• Requirement:
Copies of all lines that contain "Fairbrook" are needed; take them from the data below.

-- Dataset excerpts follows --

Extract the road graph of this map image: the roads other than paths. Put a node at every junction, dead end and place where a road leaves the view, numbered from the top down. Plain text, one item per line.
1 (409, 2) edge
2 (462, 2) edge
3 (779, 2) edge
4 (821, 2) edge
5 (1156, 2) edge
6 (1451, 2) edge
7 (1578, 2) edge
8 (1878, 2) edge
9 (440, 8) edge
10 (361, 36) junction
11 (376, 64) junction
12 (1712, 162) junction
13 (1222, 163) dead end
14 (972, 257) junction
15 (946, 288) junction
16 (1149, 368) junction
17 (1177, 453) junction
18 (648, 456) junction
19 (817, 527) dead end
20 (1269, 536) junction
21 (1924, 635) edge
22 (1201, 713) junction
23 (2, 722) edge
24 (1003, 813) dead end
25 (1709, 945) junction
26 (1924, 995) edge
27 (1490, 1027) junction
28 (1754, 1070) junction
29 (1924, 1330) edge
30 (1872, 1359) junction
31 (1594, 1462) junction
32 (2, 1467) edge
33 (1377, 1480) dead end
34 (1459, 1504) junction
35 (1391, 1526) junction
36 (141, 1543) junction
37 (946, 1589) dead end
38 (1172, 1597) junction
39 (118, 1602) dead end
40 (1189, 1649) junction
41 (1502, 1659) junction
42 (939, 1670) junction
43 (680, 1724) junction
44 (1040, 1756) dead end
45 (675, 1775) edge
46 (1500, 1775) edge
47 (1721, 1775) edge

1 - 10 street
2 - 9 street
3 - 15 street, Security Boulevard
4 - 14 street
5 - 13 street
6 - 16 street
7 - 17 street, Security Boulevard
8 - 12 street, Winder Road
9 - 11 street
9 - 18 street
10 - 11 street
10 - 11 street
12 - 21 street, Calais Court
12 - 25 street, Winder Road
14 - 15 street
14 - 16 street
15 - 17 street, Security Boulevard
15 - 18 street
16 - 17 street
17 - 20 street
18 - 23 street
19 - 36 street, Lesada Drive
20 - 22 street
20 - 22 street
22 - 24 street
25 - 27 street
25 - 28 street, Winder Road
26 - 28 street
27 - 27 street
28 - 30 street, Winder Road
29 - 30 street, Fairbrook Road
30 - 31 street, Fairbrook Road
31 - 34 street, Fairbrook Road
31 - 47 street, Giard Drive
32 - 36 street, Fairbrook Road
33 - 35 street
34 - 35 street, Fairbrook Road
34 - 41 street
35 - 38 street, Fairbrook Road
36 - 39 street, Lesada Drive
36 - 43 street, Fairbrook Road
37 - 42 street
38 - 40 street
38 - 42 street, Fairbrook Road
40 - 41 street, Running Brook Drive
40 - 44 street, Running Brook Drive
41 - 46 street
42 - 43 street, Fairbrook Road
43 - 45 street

-- Dataset excerpts concluded --

• Written reply:
29 - 30 street, Fairbrook Road
30 - 31 street, Fairbrook Road
31 - 34 street, Fairbrook Road
32 - 36 street, Fairbrook Road
34 - 35 street, Fairbrook Road
35 - 38 street, Fairbrook Road
36 - 43 street, Fairbrook Road
38 - 42 street, Fairbrook Road
42 - 43 street, Fairbrook Road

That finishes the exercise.